_YOUR GOAL_
All the records that follow need to be reproduced exactly. Omit the images.

_INFORMATION PROVIDED_

=== Section Start ===

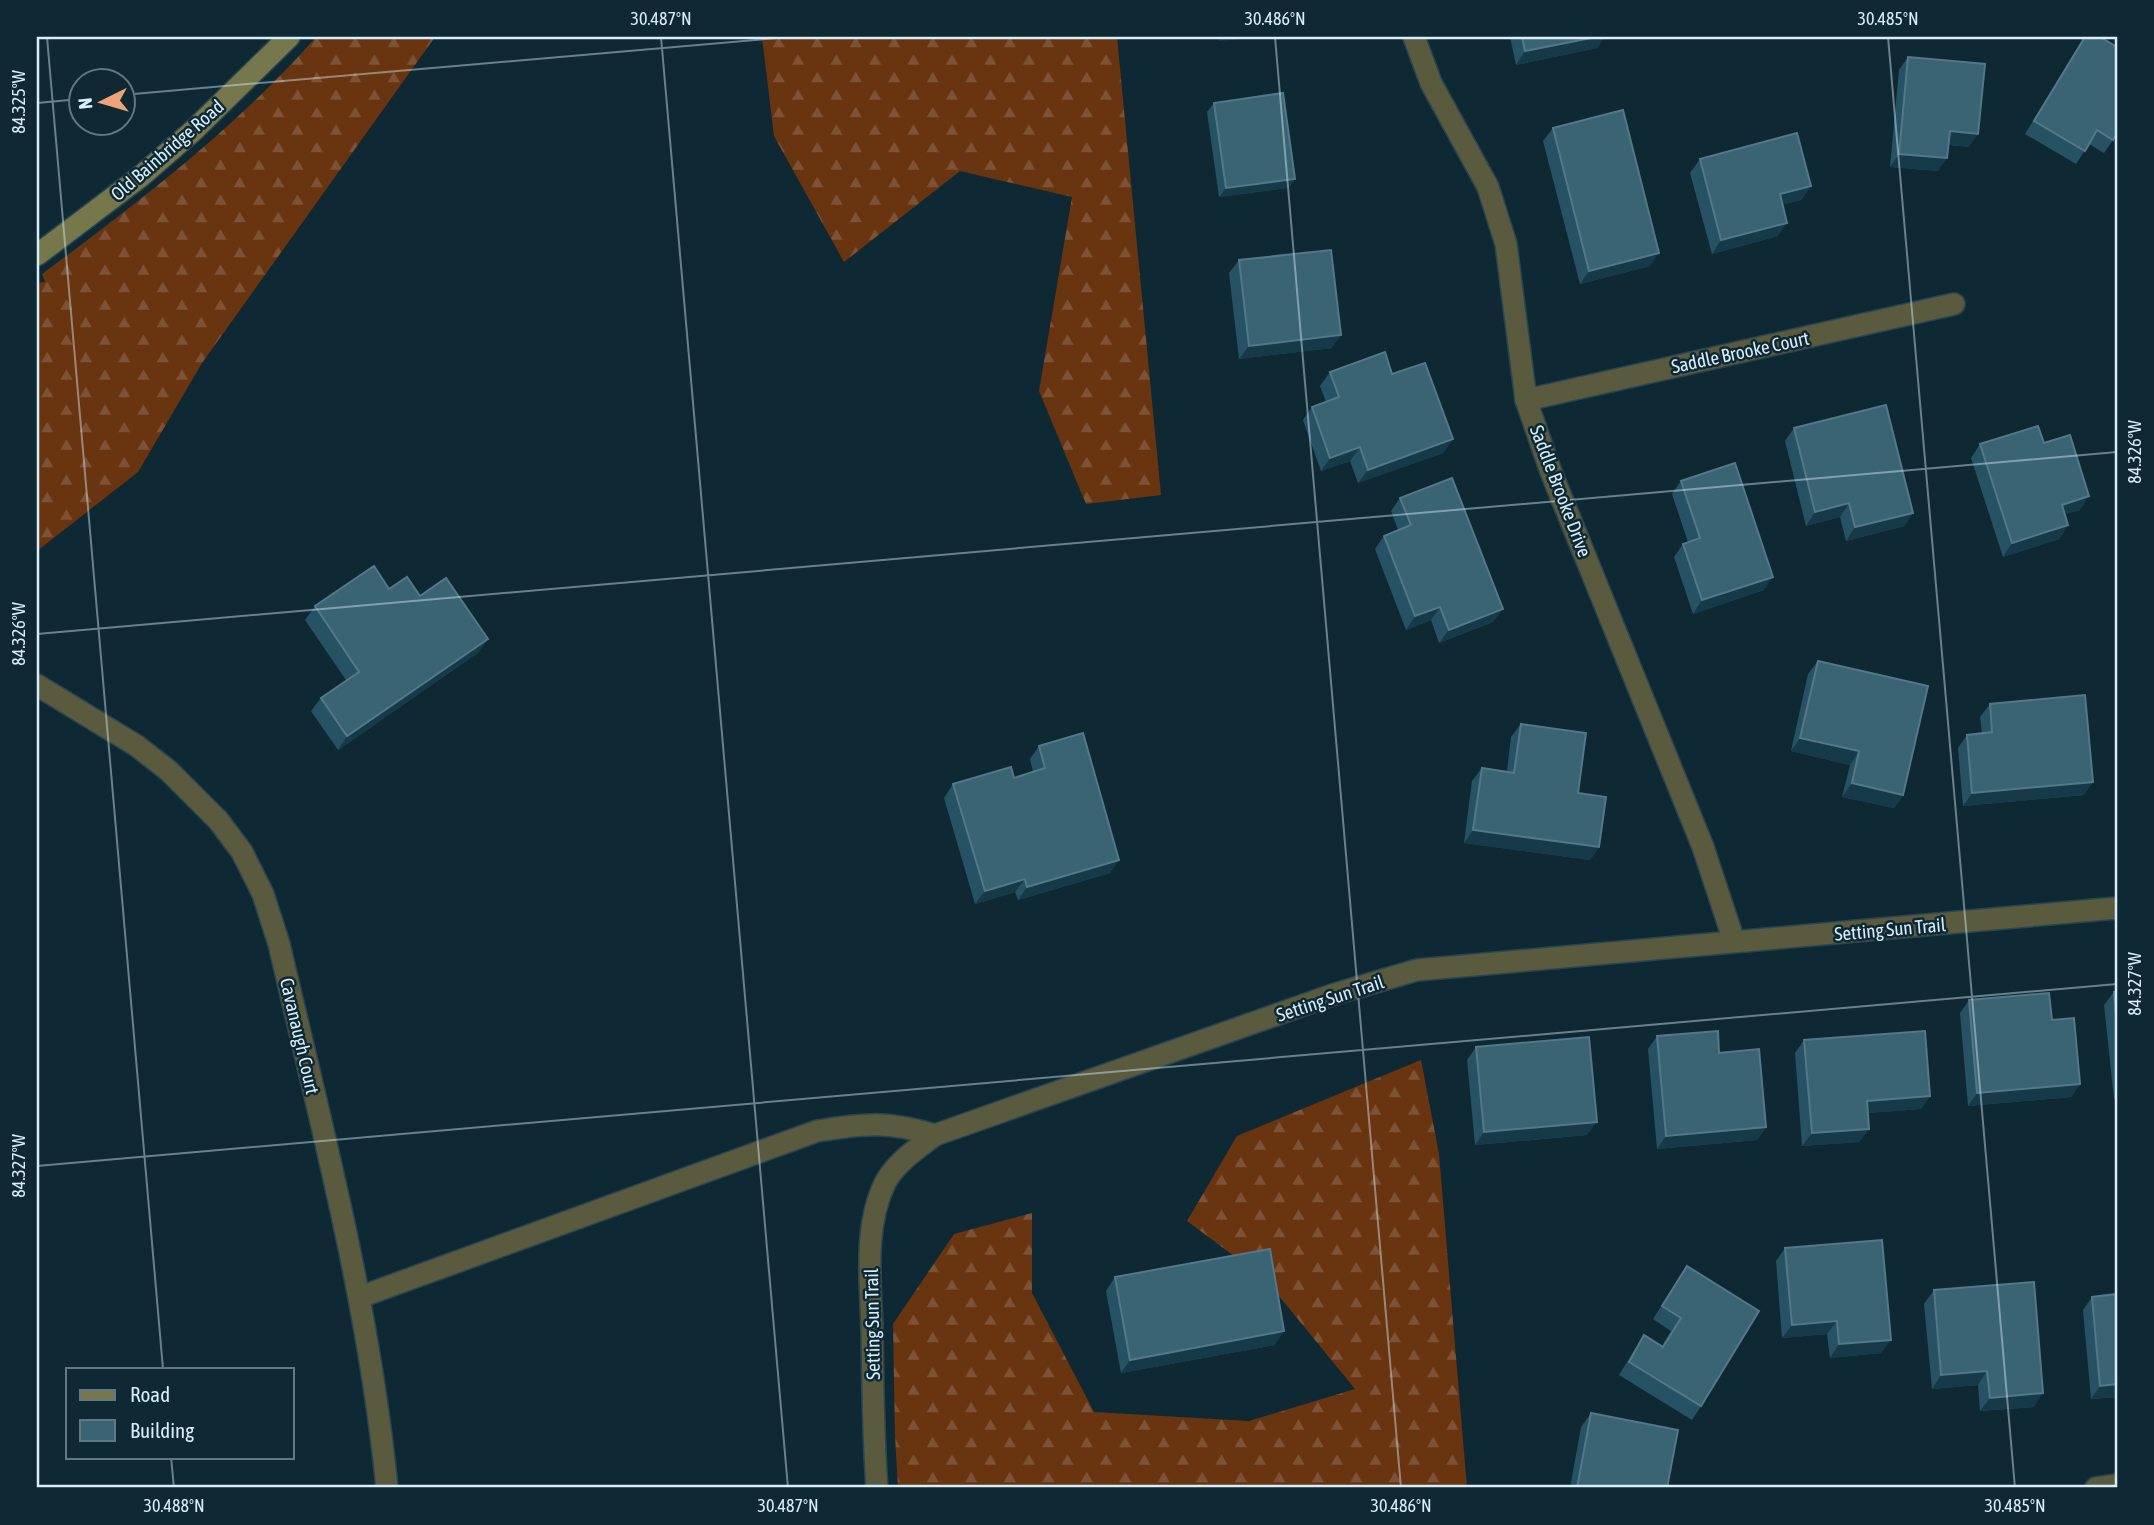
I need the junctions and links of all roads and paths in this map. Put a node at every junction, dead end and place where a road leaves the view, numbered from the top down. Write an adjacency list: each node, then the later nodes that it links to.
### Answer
1 (289, 37): 3 (main road, Old Bainbridge Road)
2 (1414, 37): 5 (street, Saddle Brooke Drive)
3 (37, 255)
4 (1954, 304): 5 (street, Saddle Brooke Court)
5 (1526, 400): 8 (street, Saddle Brooke Drive)
6 (37, 685): 10 (street, Cavanaugh Court)
7 (2117, 908): 8 (street, Setting Sun Trail)
8 (1734, 941): 9 (street, Setting Sun Trail)
9 (935, 1136): 10 (street); 13 (street, Setting Sun Trail)
10 (360, 1297): 12 (street, Cavanaugh Court)
11 (2117, 1485): 14 (street)
12 (387, 1488)
13 (877, 1488)
14 (2096, 1488)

=== Section End ===

_TASK RESPONSE_
I need the junctions and links of all roads and paths in this map. Put a node at every junction, dead end and place where a road leaves the view, numbered from the top down. Write an adjacency list: each node, then the later nodes that it links to.
### Answer
1 (289, 37): 3 (main road, Old Bainbridge Road)
2 (1414, 37): 5 (street, Saddle Brooke Drive)
3 (37, 255)
4 (1954, 304): 5 (street, Saddle Brooke Court)
5 (1526, 400): 8 (street, Saddle Brooke Drive)
6 (37, 685): 10 (street, Cavanaugh Court)
7 (2117, 908): 8 (street, Setting Sun Trail)
8 (1734, 941): 9 (street, Setting Sun Trail)
9 (935, 1136): 10 (street); 13 (street, Setting Sun Trail)
10 (360, 1297): 12 (street, Cavanaugh Court)
11 (2117, 1485): 14 (street)
12 (387, 1488)
13 (877, 1488)
14 (2096, 1488)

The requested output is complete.